The results are predictable. Research from economists at Harvard found that fewer than 5 percent of middle-class students score above 1300 on the SAT, and only one in five low-income students even takes the test at all. Among students from the wealthiest families, one-third score 1300 or higher. These disparities are structural. Test scores influence access to selective colleges, merit-based scholarships and, ultimately, long-term economic mobility. When preparation is uneven, the opportunities tied to those scores become uneven as well.
This is why the test-optional movement misses the point. Removing testing requirements doesn’t eliminate inequality. It just makes it harder to see. Without a common metric, admissions decisions rely more heavily on signals that are often even more unevenly distributed: extracurriculars, recommendation letters and school-specific grading systems. Research shows that strong SAT scores frequently surface high-achieving students from under-resourced schools who might otherwise be overlooked. The answer isn’t to lower the bar. It’s to widen access to what it takes to clear it.
A.I.-powered learning tools are making meaningful test prep accessible to students who could never afford a private tutor. These tools provide diagnostic assessments, adaptive practice that adjusts in real time and structured study plans, all without the price tag that has historically made this kind of preparation a privilege. Unlike static prep materials, adaptive systems continuously analyze a student’s performance, identify specific gaps and adjust the difficulty, pacing and content of practice in real time. The result is a feedback loop that is far more responsive than traditional one-size-fits-all approaches.
Early results are promising. Many students using these tools are seeing SAT score gains of 100 points or more and ACT gains of three points or more, improvements that can meaningfully change where a student applies and where they are admitted. I’ve watched this play out firsthand. My daughter used A.I.-powered prep tools while preparing for the SAT, and she improved her score by 140 points, significantly expanding her college options. What struck me wasn’t just the result. It was how closely the experience resembled what private tutoring provides, but on her schedule and at a fraction of the cost. If that kind of access had been available to every student in her class, regardless of what their parents could afford, the landscape would look very different.
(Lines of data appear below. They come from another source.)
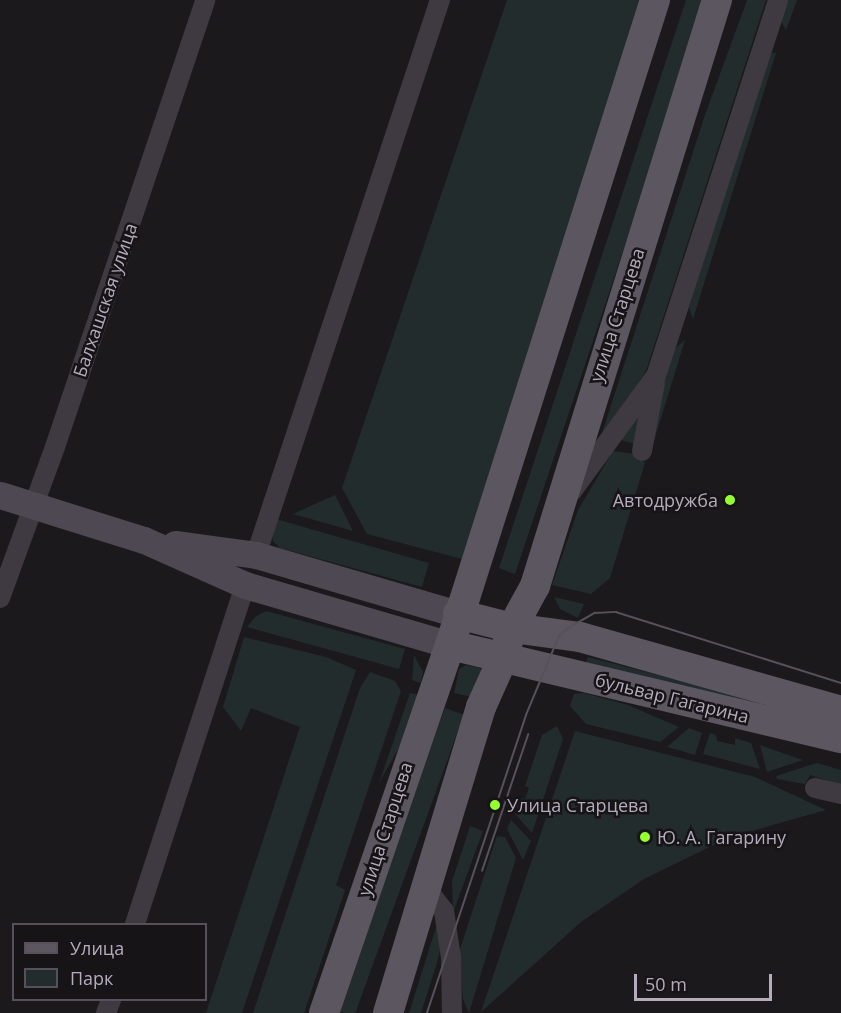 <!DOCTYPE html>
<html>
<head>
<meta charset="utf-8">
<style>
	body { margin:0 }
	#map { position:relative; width:841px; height:1013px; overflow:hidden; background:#1b191c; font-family:"Open Sans",sans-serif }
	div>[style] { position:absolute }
	.green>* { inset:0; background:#222c2c; transform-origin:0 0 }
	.street>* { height:20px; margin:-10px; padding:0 10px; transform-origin:10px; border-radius:10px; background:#3f3a41 }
	.secondary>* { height:27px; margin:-13.5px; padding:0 13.5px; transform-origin:13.5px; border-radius:13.5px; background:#4d4851 }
	.primary>* { height:30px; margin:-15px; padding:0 15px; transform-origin:15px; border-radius:15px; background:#5c5660 }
	.tram>* { height:1.5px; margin:-0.75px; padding:0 0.75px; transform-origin:0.75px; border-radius:0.75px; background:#56515a }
	.dots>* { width:16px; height:16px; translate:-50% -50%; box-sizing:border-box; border:3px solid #161417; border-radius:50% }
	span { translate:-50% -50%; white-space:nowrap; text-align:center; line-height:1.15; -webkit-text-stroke:5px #161417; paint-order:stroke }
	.street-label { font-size:18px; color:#b4abbc }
	.poi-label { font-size:18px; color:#b4abbc }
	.right { translate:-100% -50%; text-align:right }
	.left { translate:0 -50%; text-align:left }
	.legend { position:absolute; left:12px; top:923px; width:195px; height:78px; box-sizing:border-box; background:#161417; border:2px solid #555059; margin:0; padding:8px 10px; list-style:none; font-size:18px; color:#b4abbc }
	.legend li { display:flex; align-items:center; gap:12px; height:30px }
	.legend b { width:30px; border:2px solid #555059 }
	.scale { position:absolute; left:634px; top:974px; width:138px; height:27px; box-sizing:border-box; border:3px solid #b4abbc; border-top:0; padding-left:8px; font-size:18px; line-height:21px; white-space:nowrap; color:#b4abbc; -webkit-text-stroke:4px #161417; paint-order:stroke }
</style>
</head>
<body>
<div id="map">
	<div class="green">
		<i style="clip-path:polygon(507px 0,646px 0,462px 559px,367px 534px,342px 488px)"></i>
		<i style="clip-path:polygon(686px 0,707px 0,515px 574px,499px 568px)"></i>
		<i style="clip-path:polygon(747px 0,766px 0,646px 371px,605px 435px,602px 433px,705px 115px)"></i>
		<i style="clip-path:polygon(787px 0,797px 0,786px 30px,780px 20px)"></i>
		<i style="clip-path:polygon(772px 53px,776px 53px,693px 319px,689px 307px,763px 68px)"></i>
		<i style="clip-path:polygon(685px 340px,654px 441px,658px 405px,674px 349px)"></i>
		<i style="clip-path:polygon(645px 406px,635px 444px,621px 440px)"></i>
		<i style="clip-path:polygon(613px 451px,636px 454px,645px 463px,610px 578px,591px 594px,552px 585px,578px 510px)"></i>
		<i style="clip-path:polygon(335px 495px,353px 531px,293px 514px)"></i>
		<i style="clip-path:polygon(276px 519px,429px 563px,422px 587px,280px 548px,273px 541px,272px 531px)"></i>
		<i style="clip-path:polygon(554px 597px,584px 604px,578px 618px,560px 609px)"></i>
		<i style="clip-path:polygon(266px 611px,405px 649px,399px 669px,247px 627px,255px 617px)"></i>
		<i style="clip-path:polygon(244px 637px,326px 657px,356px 670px,242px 1013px,206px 1013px,300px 727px,251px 708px,241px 731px,223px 707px)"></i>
		<i style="clip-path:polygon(414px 655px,423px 672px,421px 683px,412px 680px)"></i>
		<i style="clip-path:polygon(588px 657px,841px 722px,841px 727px,585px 664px)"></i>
		<i style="clip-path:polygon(466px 665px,480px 668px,485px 674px,476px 698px,454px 693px,459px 669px)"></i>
		<i style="clip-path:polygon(370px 672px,395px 681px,401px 691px,336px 885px,345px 890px,304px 1013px,253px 1013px,360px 688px)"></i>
		<i style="clip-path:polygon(410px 693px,420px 695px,400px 746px,379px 783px)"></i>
		<i style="clip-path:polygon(584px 693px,628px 705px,679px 727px,660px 742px,586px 724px,570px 706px,574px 694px)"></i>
		<i style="left:445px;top:708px;width:20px;height:321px;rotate:20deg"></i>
		<i style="clip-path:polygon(557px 726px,563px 739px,532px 833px,515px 814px,519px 797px,525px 799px,529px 788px,525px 786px,542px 735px)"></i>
		<i style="clip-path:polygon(689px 728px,702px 733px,695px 755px,667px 747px)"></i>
		<i style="clip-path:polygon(575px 731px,755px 777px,826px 810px,730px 837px,644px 879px,581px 922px,481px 1012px)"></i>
		<i style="clip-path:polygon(710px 733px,716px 735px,717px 741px,735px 745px,735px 738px,751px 743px,760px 769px,703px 754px)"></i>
		<i style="clip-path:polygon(760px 745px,803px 760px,767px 772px)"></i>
		<i style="clip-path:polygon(817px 763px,841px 770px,841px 785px,810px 775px,805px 784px,777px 779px,776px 776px)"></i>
		<i style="clip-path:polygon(511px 820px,531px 841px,523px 860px,507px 829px)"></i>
		<i style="clip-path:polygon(470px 826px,483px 831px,453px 913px,452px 881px)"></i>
		<i style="clip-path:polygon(497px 836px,505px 837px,516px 858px,469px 1013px,463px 999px,459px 952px)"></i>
		<i style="clip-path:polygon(437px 924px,441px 945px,437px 963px,421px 1013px,409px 1013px)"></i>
	</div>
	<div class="street">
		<i style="left:642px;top:451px;width:69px;rotate:-79.2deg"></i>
		<i style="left:572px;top:491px;width:142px;rotate:-53.9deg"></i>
		<i style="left:656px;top:376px;width:395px;rotate:-72deg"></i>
		<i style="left:256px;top:555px;width:585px;rotate:-71.66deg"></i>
		<i style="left:0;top:598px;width:161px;rotate:-70deg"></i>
		<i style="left:55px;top:447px;width:471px;rotate:-71.4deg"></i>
		<i style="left:815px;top:788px;width:27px;rotate:13deg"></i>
		<i style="left:426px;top:888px;width:29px;rotate:52deg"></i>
		<i style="left:444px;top:911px;width:48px;rotate:81.5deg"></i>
		<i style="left:451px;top:958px;width:55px;rotate:89deg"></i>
		<i style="left:135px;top:924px;width:356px;rotate:-72deg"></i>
		<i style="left:106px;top:1013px;width:14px;rotate:-69deg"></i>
	</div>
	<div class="secondary">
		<i style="left:0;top:495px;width:151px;rotate:17.4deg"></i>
		<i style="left:144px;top:540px;width:111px;rotate:24deg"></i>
		<i style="left:245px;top:585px;width:214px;rotate:16.3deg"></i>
		<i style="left:175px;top:544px;width:82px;rotate:7.7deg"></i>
		<i style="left:256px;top:555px;width:210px;rotate:16.3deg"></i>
	</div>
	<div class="primary">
		<i style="left:458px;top:614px;width:56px;rotate:14.5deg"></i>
		<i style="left:512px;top:628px;width:69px;rotate:7.5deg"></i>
		<i style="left:580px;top:637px;width:271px;rotate:15.8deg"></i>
		<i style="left:450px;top:645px;width:402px;rotate:13.4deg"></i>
		<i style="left:324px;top:1013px;width:389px;rotate:-71.1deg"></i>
		<i style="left:450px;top:645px;width:677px;rotate:-72.37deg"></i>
		<i style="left:388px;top:1013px;width:320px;rotate:-73.1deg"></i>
		<i style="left:481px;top:707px;width:54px;rotate:-65.8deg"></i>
		<i style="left:503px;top:658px;width:31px;rotate:-73deg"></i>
		<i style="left:512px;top:628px;width:48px;rotate:-61.3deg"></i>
		<i style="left:535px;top:586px;width:614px;rotate:-72.75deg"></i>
	</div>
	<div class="tram">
		<i style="left:482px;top:871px;width:144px;rotate:-71.3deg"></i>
		<i style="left:427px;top:1013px;width:314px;rotate:-71.6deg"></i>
		<i style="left:526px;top:715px;width:86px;rotate:-67.3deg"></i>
		<i style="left:559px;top:636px;width:11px;rotate:-41deg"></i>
		<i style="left:567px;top:629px;width:32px;rotate:-30deg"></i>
		<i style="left:595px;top:613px;width:21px;rotate:-3deg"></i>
		<i style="left:616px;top:612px;width:236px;rotate:17.5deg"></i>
	</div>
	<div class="dots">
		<i style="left:730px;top:500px;background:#96fe2f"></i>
		<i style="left:495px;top:805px;background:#96fe2f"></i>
		<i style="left:645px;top:837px;background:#96fe2f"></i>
	</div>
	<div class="street-label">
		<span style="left:105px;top:300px;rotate:-71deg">Балхашская улица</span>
		<span style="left:617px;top:315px;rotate:-72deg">улица Старцева</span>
		<span style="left:672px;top:698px;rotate:14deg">бульвар Гагарина</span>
		<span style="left:385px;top:829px;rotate:-72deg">улица Старцева</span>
	</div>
	<div class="poi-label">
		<span class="right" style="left:718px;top:500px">Автодружба</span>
		<span class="left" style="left:507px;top:805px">Улица Старцева</span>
		<span class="left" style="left:657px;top:837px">Ю. А. Гагарину</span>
	</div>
	<ul class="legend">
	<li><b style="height:8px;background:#5c5660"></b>Улица</li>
	<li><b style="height:16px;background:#222c2c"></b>Парк</li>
	</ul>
	<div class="scale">50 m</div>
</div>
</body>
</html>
Educational equity doesn’t come from eliminating benchmarks. It comes from ensuring that every student, regardless of zip code or family income, has a genuine shot at meeting them. Expanding access to high-quality, technology-driven test prep through schools, public programs or partnerships would do far more to level the playing field than removing standardized tests altogether. For decades, meaningful test prep has been a luxury reserved for those who could pay for it. Today, the tools finally exist to change that.